[Stored items]
--- START ---

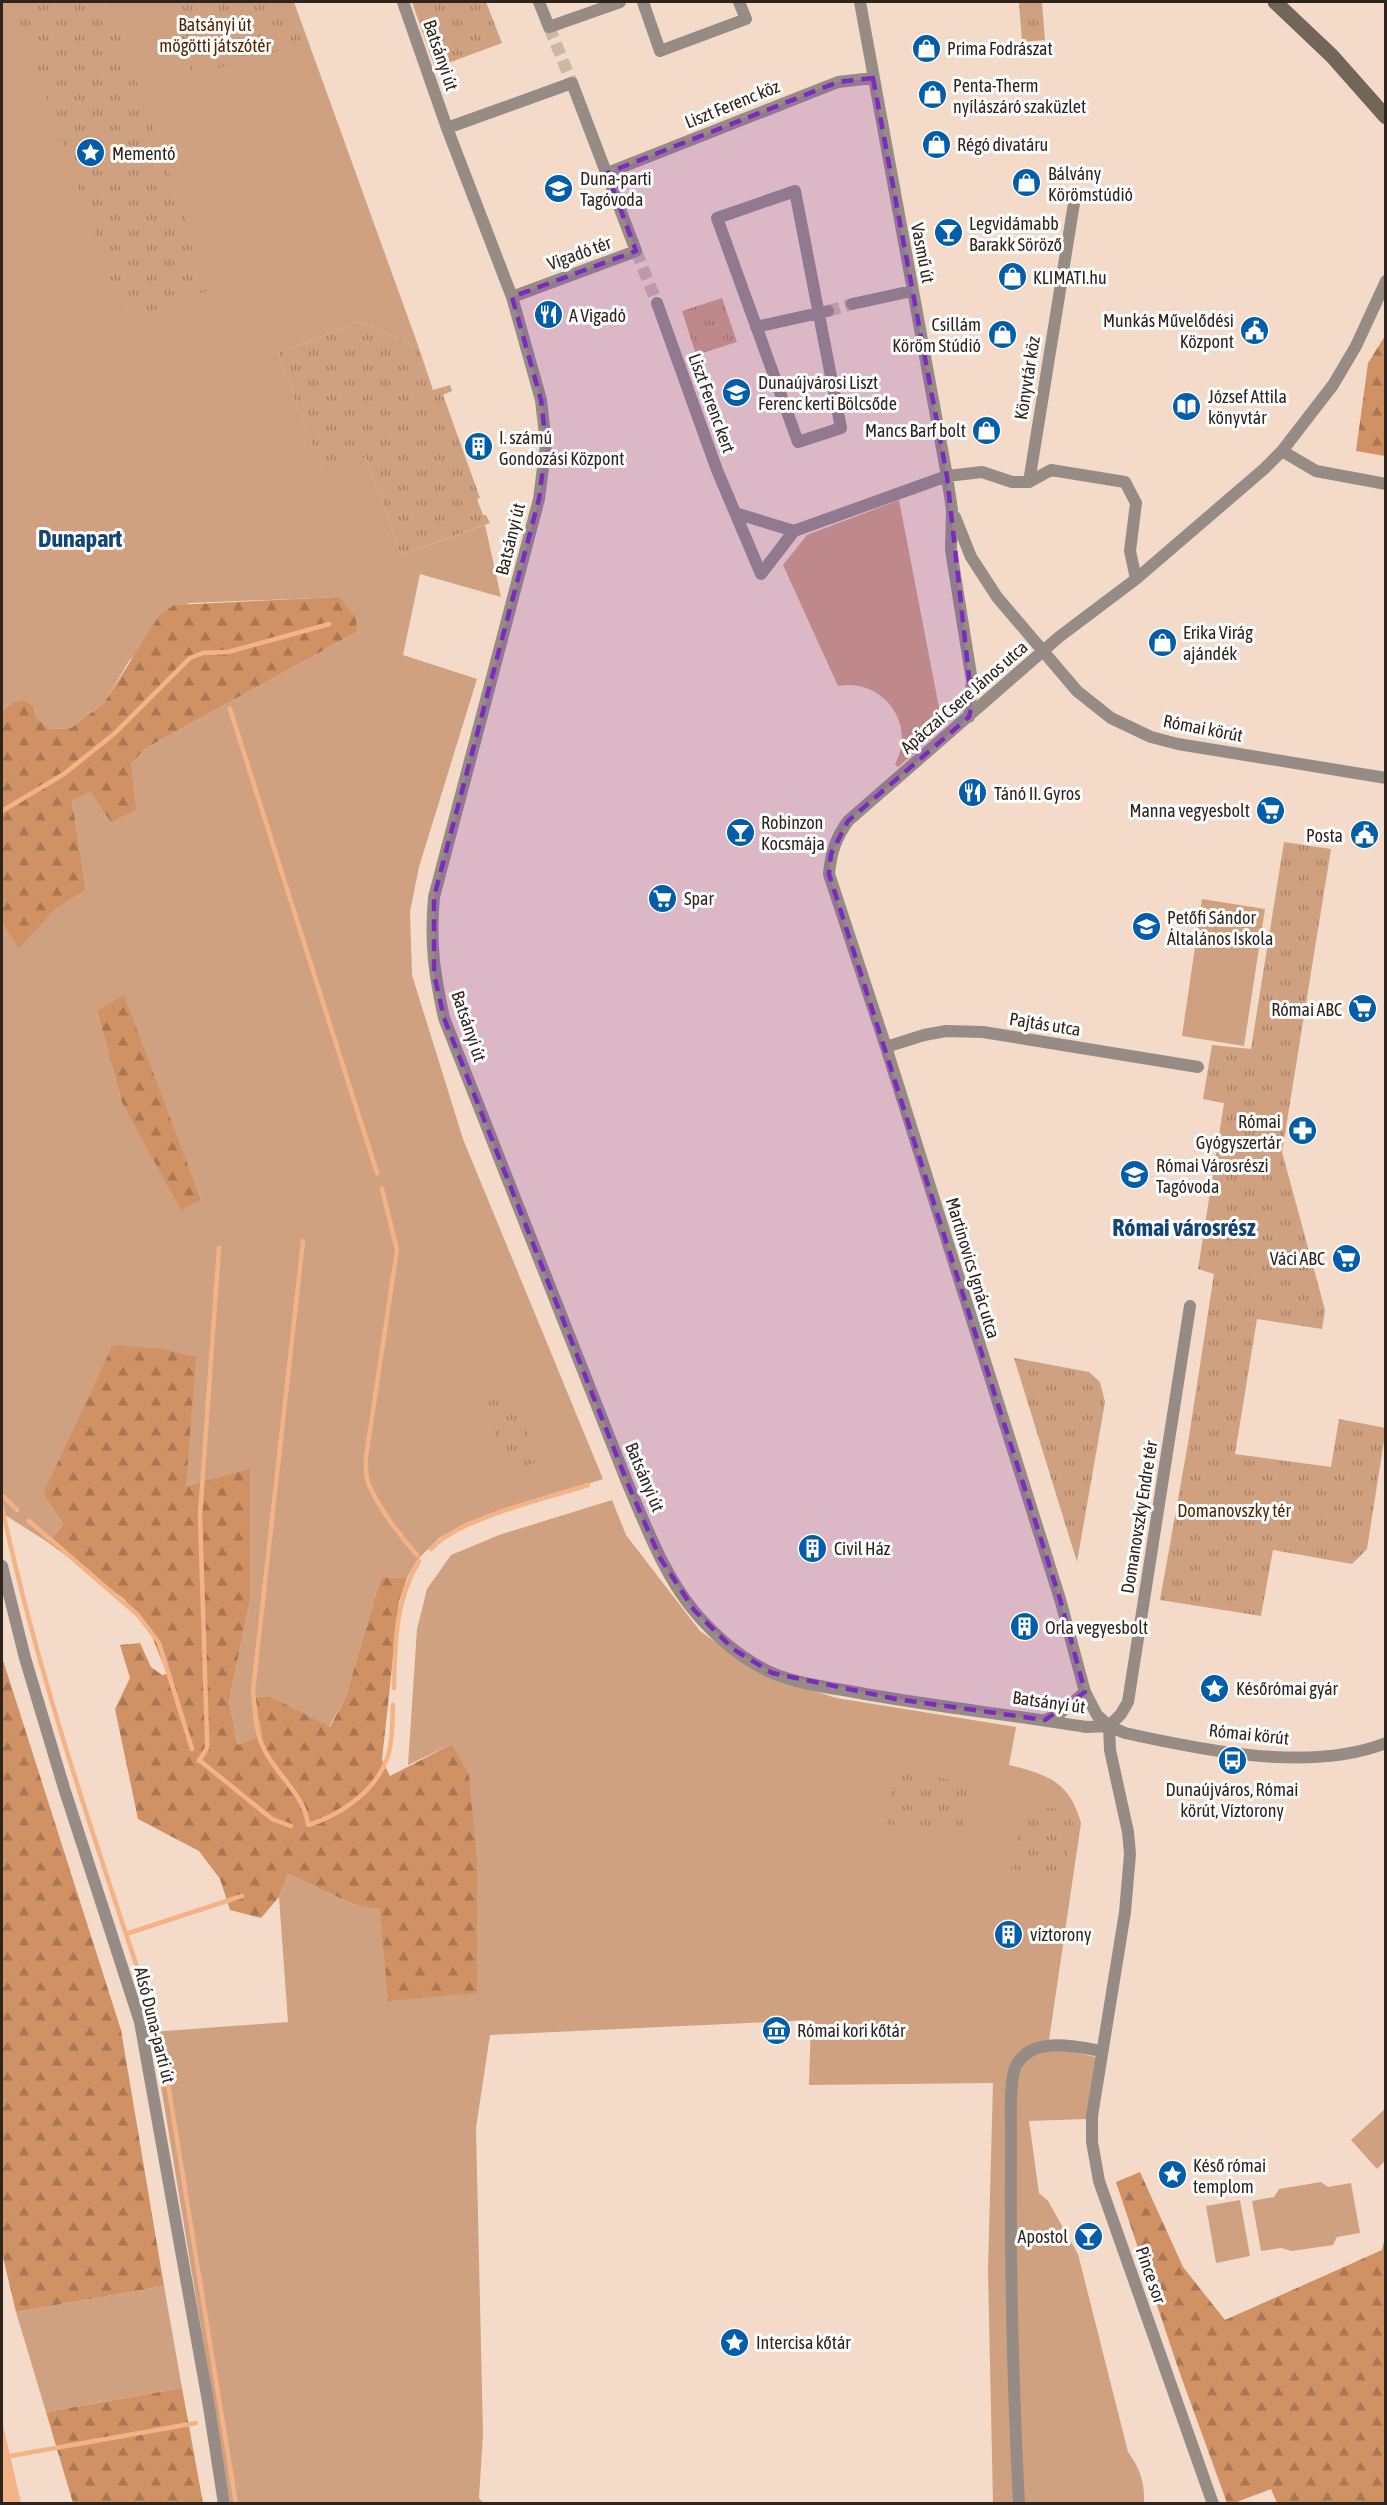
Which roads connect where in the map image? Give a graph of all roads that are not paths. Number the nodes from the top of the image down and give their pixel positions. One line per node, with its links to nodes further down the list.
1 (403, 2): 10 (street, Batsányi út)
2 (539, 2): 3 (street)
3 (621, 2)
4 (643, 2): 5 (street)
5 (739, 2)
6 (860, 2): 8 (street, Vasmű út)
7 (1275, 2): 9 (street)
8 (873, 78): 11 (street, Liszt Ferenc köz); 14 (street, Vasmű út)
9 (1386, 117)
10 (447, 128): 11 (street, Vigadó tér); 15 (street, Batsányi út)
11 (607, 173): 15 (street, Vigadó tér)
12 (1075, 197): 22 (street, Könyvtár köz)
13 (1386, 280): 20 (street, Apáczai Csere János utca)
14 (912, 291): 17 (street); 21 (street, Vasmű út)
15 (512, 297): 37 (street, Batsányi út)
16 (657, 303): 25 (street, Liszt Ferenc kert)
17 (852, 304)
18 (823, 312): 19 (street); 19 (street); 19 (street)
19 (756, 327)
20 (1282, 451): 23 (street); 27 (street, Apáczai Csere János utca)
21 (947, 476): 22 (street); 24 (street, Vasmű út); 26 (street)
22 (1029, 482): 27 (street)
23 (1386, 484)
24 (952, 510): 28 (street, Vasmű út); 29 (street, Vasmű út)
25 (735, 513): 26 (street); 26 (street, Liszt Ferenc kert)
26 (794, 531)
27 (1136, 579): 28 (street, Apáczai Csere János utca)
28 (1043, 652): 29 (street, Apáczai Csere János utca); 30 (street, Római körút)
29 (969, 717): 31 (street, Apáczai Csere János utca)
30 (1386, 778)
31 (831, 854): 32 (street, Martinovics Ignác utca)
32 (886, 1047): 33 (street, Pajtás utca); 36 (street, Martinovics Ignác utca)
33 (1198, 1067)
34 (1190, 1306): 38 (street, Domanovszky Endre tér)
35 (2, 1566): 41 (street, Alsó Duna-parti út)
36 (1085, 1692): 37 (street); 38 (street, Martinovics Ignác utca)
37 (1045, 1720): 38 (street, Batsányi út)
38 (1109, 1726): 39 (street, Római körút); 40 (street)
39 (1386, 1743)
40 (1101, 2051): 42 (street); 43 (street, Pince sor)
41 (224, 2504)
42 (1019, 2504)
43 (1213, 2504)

--- END ---

» **What you will do**
Each line containing the word "János" needs to be copied from the data above.

» **Solution**
13 (1386, 280): 20 (street, Apáczai Csere János utca)
20 (1282, 451): 23 (street); 27 (street, Apáczai Csere János utca)
27 (1136, 579): 28 (street, Apáczai Csere János utca)
28 (1043, 652): 29 (street, Apáczai Csere János utca); 30 (street, Római körút)
29 (969, 717): 31 (street, Apáczai Csere János utca)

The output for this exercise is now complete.